I like debating on the Internet, but I stay away from political and religious debates as much as I can. The few times that I say something, nothing good comes out of it. Honestly, I am a moderate but still right-leaning person politically. I play well with most views that are not extreme, even when I disagree. The more extreme the views, the less they intrigue me. But I am very slow to anger, even if people attack my views as I see a stark difference between disagreement on policy and a direct attack against me as a person.
Reasoning with people with other opinions can be rewarding as it challenges your perspective and sometimes BRUTALLY so. You also must build solid and iron clad reasoning or face the consequence of being put to shame. Sometimes the loss is a signal to me to reevaluate my stand points and how I reason. I loathe rhetorical tricks and love strong reasoning skills from everyone regardless of their place in any political spectrum.
A friend and I spoke about values of conservatives, libertarians and social liberals and I tried to be as unbiased as I could to present each ideology the way I reckon they would themselves. He asked me about my political standpoint and then proceeded to ask me what parts of society I though must remain public and what should be privatized. It is easy to argue for your values, but when challenged to change the world around you (albeit only in theory) the consequences start building up.
Should hospital care be privatized, be public or remain a mix (as they currently do here in Sweden today) ? Each answer comes with a slew of problems and possibilities that effectively kills the “my political vision brings heaven and heaps of pink unicorns” argument. The more you learn, the more you start compromising with yourself. “I DO think that we should… but doesn’t that mean… Won’t that hurt… ??). Dealing in absolutes gets tougher and tougher and dogmatic thinking dies quickly.

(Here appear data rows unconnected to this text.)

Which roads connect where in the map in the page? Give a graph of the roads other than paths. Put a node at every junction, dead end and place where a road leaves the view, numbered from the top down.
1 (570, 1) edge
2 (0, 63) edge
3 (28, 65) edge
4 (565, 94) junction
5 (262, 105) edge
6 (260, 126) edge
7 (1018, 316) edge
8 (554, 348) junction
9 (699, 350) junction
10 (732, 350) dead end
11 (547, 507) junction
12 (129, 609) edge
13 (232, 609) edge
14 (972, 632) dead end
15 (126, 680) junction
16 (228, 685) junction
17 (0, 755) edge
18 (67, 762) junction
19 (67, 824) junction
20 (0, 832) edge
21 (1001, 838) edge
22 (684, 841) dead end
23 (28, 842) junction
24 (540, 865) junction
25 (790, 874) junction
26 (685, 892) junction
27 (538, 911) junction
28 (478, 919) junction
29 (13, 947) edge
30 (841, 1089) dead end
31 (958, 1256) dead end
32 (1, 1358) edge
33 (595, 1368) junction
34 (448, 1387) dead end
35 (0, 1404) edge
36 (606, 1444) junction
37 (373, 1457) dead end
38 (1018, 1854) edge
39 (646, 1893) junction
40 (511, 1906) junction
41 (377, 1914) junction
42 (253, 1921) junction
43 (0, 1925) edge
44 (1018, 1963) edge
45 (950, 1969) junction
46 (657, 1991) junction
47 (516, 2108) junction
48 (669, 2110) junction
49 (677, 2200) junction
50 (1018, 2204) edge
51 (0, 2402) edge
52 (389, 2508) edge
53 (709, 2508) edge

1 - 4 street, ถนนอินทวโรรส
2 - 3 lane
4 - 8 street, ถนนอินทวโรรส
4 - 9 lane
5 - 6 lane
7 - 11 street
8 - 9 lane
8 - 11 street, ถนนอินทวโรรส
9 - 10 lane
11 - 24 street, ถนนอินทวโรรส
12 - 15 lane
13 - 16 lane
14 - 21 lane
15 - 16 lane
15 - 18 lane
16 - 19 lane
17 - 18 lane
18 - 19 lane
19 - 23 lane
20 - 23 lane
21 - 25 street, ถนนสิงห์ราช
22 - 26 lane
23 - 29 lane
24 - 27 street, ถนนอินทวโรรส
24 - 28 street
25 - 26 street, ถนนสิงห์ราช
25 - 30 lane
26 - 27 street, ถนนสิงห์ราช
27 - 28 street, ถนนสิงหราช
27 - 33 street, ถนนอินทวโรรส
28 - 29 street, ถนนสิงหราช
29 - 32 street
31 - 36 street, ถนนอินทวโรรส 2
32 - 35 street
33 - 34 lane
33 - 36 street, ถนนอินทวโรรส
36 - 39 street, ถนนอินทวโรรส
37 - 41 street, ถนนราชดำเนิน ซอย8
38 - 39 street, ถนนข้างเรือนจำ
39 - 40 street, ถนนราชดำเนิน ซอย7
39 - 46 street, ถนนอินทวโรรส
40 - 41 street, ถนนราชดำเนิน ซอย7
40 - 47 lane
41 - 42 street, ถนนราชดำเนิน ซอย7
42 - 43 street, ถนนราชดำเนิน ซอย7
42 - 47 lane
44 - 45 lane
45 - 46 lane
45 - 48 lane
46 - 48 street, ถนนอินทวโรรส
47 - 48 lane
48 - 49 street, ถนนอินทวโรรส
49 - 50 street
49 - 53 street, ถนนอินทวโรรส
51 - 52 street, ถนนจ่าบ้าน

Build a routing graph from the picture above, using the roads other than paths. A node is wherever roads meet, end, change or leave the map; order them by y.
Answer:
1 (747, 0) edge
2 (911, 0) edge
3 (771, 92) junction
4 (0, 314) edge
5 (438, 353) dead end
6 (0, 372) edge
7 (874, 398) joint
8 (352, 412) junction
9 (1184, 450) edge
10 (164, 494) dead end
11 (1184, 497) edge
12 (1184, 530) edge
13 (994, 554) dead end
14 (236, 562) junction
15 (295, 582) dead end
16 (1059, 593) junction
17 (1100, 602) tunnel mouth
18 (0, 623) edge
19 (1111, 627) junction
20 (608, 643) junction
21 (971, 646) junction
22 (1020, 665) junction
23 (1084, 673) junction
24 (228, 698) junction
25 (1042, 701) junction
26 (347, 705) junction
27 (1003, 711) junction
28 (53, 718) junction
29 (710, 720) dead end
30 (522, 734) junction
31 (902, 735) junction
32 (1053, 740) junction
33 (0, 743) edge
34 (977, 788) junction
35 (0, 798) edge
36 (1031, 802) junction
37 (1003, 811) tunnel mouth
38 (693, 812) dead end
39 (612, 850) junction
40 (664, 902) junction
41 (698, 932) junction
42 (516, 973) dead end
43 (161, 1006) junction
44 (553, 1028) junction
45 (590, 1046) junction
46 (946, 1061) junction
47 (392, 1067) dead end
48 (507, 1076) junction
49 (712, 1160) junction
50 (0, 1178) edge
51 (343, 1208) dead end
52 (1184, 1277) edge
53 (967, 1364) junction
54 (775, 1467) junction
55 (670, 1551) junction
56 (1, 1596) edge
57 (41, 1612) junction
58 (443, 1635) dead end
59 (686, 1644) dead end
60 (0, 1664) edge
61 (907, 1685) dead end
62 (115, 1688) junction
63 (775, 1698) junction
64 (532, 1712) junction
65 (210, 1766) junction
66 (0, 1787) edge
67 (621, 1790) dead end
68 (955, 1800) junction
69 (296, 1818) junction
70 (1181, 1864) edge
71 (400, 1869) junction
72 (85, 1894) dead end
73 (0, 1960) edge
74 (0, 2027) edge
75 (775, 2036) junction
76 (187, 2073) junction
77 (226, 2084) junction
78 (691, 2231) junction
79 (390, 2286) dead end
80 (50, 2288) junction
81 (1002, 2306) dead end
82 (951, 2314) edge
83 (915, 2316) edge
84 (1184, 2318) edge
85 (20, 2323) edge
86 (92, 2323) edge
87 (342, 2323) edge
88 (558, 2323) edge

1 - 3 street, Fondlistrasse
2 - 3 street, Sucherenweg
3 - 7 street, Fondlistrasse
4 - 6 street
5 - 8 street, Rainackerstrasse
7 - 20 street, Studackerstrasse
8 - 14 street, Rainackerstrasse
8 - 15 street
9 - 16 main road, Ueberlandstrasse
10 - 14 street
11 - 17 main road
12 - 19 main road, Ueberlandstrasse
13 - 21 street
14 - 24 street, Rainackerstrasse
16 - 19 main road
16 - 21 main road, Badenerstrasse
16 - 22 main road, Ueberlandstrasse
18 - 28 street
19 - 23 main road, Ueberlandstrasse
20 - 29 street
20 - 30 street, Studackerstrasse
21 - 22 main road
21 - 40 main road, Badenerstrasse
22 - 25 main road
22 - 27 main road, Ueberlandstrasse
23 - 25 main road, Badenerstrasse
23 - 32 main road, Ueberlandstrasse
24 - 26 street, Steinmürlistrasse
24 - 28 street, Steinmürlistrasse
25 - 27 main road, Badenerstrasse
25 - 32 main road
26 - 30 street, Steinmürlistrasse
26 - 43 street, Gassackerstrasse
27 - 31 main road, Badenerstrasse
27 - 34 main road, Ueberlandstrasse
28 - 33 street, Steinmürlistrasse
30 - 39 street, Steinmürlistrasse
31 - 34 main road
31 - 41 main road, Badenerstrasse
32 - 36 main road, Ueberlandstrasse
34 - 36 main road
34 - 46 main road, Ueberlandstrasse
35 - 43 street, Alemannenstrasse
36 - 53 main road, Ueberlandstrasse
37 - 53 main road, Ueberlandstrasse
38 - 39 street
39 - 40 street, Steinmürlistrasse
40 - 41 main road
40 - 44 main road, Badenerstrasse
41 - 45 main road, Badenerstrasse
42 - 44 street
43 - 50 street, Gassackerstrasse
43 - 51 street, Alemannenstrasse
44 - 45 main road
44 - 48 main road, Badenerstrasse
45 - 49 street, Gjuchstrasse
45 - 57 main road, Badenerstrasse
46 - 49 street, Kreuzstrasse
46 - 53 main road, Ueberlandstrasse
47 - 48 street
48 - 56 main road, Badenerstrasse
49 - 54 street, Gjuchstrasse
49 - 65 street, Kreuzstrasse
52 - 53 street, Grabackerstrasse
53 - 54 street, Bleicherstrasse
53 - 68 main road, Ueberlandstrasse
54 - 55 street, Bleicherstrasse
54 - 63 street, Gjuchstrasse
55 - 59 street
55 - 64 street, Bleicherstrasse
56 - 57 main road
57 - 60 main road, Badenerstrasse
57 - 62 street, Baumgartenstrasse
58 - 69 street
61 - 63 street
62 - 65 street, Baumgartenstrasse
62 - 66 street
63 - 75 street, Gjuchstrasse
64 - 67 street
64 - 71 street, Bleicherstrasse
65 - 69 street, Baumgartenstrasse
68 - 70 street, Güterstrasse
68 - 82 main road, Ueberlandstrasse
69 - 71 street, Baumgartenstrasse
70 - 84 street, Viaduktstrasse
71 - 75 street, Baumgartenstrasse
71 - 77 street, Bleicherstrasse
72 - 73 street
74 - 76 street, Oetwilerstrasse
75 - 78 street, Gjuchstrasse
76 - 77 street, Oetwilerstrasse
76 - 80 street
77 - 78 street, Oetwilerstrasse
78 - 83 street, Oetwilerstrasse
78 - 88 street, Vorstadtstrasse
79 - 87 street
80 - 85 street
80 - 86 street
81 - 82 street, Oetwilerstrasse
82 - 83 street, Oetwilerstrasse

There is something very “Dunning-Kruger” about most subjects, but few more than politics and religion. We all have a belief of some sorts (or many!) and an idea of the perfect society we want to add our efforts in bringing about. But the anger inherent our belief-systems being challenged is ready to burst out of our seams at any time.
The political events last weeks are well-known and touches on subjects such as freedom, what constitutes “blow to the state” as opposed to a “peaceful demonstration” and what is expected of people in power. I have been utterly shocked by this situation and look with worried eyes on the looming consequences in a long-time perspective. It is a situation with no clear “winners” and I’m not even sure I would like to see it as some sort of competition or fight.
On a personal note, I learnt a lesson last summer. I wrote a short post where I made fun of a sign and how I thought that, while the intentions were well-meaning, the whole situation became absurd and worth laughing at. I did not think anyone would be angry about such thing, as I was more amused by the whole story than felt the need to protest it. I can say with confidence, that post alone cost me some contacts on social media. The people must have thought I had turned against the concept of equality, which is very much not so. I love the idea of equality, as it is a cornerstone of a modern society. It is not a hard sell for me. But the sheer silliness of how people became fixated by it and inadvertently became dogmatic and start seeing themselves as Enlighted, is funny in a very irreverent way. An irreverence they simple cannot stand from anyone except themselves. And… that is funny in itself.